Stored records
------
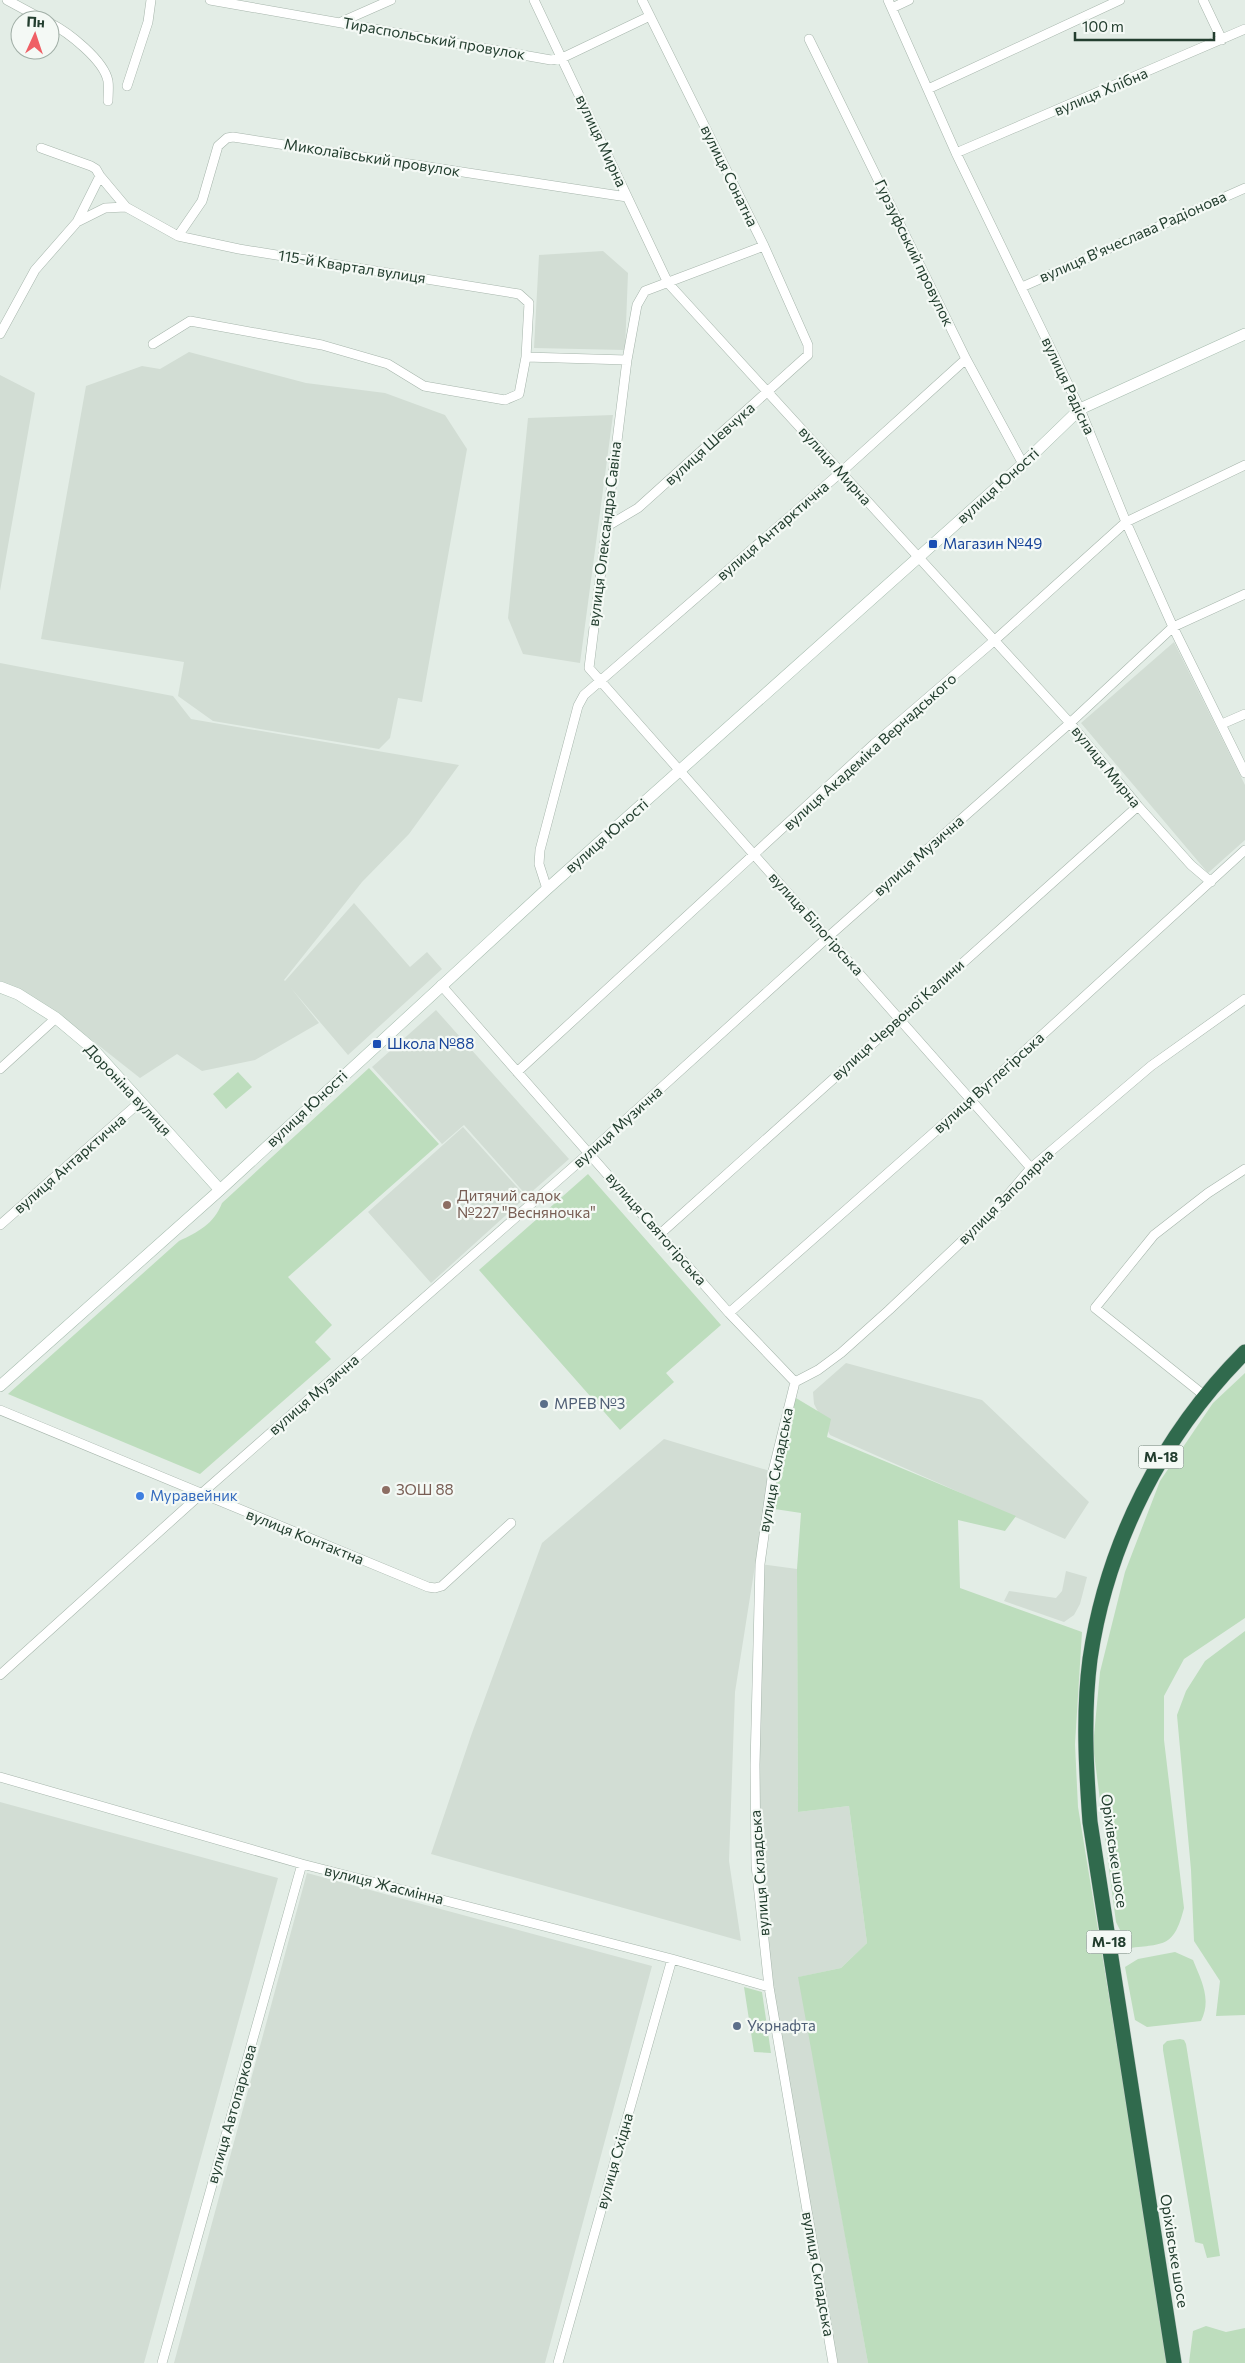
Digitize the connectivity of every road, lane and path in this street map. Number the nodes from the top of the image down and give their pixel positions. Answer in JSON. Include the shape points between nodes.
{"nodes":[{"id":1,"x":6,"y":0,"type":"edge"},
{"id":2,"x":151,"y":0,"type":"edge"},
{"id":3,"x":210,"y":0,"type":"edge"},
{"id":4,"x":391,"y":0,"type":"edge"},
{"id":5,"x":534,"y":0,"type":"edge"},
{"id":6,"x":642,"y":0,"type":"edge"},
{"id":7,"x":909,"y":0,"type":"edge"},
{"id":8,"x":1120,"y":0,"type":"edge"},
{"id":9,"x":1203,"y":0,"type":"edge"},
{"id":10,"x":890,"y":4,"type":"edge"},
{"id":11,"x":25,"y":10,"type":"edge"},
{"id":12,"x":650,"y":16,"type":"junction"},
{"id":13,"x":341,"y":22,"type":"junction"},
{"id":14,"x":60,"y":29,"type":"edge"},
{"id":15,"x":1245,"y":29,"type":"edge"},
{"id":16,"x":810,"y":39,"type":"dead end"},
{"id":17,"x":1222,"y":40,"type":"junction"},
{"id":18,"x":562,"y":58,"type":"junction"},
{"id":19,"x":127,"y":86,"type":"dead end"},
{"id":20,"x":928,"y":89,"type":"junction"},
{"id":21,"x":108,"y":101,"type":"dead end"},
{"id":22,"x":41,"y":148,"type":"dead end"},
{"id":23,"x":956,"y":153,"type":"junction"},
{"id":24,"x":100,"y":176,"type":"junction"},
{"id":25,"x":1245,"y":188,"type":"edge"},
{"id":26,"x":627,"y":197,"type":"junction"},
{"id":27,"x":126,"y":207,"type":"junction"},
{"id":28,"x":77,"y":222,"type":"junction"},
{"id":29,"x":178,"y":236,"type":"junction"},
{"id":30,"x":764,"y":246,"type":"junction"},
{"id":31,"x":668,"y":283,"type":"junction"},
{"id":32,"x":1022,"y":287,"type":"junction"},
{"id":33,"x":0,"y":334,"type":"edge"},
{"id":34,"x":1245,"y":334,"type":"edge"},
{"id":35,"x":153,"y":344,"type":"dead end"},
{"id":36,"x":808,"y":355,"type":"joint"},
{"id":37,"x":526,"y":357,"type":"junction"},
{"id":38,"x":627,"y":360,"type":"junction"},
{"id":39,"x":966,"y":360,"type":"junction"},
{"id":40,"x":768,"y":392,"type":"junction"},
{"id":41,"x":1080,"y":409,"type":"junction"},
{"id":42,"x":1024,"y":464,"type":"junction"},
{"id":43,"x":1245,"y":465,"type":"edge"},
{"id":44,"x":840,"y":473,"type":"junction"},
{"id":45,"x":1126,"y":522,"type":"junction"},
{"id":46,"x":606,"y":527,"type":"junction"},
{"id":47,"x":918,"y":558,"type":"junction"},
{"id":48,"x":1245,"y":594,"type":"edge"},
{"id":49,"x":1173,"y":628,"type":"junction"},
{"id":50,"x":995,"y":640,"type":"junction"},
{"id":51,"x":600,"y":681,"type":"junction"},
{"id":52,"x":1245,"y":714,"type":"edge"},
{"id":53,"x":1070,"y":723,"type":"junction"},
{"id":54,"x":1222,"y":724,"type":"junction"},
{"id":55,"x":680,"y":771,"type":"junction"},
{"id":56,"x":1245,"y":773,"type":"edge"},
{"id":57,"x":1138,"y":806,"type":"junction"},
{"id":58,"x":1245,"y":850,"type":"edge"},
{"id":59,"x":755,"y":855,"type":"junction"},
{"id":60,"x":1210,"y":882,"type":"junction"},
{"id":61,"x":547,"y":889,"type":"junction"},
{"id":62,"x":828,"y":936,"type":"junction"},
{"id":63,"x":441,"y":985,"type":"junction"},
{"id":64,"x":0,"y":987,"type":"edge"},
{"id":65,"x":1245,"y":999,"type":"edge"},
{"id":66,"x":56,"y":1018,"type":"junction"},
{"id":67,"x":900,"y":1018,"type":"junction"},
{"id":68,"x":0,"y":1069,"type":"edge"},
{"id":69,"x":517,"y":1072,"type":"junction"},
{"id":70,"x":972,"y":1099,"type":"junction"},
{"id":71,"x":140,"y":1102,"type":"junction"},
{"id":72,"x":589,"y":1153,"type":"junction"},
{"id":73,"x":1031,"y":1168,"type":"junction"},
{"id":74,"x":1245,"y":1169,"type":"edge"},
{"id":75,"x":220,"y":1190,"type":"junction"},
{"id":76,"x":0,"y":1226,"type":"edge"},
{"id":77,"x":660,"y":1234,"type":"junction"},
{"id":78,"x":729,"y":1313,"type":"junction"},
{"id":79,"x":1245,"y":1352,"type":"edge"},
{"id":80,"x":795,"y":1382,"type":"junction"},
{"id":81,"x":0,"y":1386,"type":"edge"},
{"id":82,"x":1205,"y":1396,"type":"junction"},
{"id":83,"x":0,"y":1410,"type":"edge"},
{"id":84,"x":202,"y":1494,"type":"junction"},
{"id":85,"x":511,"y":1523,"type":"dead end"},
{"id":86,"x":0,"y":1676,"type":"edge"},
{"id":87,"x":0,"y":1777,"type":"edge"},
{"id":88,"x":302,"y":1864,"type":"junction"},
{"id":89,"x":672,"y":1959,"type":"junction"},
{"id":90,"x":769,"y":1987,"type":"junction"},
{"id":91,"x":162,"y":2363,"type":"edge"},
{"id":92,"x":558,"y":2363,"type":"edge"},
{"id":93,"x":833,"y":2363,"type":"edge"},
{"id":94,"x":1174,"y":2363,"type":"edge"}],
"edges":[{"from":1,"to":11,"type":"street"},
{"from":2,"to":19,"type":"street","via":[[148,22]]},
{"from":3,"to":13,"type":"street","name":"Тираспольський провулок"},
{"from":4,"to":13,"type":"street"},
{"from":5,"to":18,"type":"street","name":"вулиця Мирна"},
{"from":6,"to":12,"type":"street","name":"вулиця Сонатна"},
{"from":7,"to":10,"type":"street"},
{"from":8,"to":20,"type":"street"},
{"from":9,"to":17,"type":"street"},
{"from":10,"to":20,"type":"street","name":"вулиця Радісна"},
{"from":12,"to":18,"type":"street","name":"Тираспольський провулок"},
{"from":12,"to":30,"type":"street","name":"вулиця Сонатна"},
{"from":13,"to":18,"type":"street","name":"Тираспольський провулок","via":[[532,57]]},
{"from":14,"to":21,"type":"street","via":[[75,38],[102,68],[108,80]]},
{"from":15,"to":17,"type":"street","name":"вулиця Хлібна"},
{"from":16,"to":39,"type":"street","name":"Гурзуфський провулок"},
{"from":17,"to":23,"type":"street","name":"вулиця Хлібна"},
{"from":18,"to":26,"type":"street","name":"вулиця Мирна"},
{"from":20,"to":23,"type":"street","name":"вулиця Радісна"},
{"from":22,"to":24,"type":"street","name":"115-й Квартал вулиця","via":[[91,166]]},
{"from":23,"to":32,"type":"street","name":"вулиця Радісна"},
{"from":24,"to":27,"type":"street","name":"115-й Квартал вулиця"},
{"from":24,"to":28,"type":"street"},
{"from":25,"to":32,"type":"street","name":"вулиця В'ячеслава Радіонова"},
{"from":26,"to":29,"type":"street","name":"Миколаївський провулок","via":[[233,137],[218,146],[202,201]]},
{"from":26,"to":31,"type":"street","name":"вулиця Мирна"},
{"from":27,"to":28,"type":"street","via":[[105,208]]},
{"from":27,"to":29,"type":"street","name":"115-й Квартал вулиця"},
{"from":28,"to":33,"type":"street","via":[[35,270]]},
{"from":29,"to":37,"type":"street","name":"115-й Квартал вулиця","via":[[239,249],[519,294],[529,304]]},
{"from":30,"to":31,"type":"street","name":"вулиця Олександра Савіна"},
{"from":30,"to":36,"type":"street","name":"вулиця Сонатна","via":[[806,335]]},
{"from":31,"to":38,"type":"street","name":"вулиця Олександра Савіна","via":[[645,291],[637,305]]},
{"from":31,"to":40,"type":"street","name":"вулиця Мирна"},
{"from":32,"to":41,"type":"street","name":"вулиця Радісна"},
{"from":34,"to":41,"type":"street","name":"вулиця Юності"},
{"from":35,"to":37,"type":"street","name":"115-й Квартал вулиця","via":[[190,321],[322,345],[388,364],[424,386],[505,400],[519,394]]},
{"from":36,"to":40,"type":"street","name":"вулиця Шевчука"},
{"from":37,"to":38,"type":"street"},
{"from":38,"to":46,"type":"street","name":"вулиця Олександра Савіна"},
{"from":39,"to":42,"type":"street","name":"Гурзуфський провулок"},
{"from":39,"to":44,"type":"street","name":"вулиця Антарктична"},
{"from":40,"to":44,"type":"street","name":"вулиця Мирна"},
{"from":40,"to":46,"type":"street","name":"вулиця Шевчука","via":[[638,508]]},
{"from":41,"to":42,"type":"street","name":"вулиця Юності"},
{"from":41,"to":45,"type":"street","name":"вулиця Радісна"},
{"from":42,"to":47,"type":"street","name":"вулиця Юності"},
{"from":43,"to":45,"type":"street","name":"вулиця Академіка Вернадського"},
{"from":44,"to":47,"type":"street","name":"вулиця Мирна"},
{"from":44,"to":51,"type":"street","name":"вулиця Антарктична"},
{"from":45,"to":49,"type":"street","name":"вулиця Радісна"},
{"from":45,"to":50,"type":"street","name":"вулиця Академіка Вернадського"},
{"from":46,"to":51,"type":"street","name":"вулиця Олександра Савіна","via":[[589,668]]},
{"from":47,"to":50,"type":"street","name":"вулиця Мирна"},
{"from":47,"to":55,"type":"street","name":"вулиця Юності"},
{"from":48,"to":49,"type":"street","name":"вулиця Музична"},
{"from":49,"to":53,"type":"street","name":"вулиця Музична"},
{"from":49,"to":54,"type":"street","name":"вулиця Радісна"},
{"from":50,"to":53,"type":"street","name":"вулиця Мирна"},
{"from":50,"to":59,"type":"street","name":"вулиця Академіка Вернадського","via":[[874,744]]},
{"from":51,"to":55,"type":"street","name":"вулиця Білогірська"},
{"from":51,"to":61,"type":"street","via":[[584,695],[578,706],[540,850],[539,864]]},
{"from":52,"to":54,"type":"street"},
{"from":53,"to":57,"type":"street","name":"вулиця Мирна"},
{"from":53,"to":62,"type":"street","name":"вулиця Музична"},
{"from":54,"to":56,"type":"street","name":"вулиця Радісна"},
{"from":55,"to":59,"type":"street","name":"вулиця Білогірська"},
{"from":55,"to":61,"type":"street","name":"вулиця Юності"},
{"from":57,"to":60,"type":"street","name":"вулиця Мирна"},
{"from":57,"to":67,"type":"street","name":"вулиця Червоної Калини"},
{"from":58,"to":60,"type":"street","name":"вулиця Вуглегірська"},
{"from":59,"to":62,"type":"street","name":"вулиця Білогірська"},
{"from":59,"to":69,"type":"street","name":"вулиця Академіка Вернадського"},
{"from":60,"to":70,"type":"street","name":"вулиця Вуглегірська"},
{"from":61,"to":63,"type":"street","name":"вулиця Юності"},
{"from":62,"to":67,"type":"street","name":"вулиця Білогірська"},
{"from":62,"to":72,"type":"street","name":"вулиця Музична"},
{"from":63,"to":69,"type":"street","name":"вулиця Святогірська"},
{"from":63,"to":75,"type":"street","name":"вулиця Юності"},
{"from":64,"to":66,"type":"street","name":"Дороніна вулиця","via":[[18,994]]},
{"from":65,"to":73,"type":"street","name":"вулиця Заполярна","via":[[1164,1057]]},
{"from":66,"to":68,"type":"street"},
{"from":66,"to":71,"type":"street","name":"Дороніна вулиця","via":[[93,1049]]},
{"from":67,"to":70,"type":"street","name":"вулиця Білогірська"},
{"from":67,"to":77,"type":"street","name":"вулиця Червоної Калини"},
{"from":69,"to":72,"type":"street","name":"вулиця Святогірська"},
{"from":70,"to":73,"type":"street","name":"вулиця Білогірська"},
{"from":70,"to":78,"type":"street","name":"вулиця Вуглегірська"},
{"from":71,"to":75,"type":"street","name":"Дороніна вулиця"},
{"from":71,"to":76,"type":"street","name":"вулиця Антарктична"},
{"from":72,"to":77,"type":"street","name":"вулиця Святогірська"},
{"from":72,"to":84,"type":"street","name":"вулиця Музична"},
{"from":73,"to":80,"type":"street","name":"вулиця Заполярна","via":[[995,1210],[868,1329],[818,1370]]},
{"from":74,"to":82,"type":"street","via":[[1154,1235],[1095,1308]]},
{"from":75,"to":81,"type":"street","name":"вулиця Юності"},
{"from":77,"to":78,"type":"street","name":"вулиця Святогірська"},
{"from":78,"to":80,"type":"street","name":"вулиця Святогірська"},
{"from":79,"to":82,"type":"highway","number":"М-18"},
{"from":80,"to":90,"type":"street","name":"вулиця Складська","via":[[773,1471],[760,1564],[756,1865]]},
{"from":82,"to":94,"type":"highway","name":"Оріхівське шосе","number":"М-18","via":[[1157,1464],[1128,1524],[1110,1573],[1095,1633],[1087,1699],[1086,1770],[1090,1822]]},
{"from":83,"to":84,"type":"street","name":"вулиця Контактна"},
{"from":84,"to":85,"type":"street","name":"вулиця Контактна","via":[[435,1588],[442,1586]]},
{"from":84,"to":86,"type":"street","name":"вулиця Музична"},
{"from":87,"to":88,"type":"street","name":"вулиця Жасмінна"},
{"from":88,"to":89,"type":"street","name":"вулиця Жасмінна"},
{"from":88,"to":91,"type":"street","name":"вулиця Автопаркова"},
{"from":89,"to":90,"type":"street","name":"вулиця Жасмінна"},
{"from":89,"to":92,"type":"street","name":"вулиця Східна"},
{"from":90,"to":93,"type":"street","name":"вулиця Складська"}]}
------
◆ **TASK DETAILS**: Go through the records and report each line that contains "Дороніна".

◆ **ANSWER TO THE EXERCISE**:
{"from":64,"to":66,"type":"street","name":"Дороніна вулиця","via":[[18,994]]},
{"from":66,"to":71,"type":"street","name":"Дороніна вулиця","via":[[93,1049]]},
{"from":71,"to":75,"type":"street","name":"Дороніна вулиця"},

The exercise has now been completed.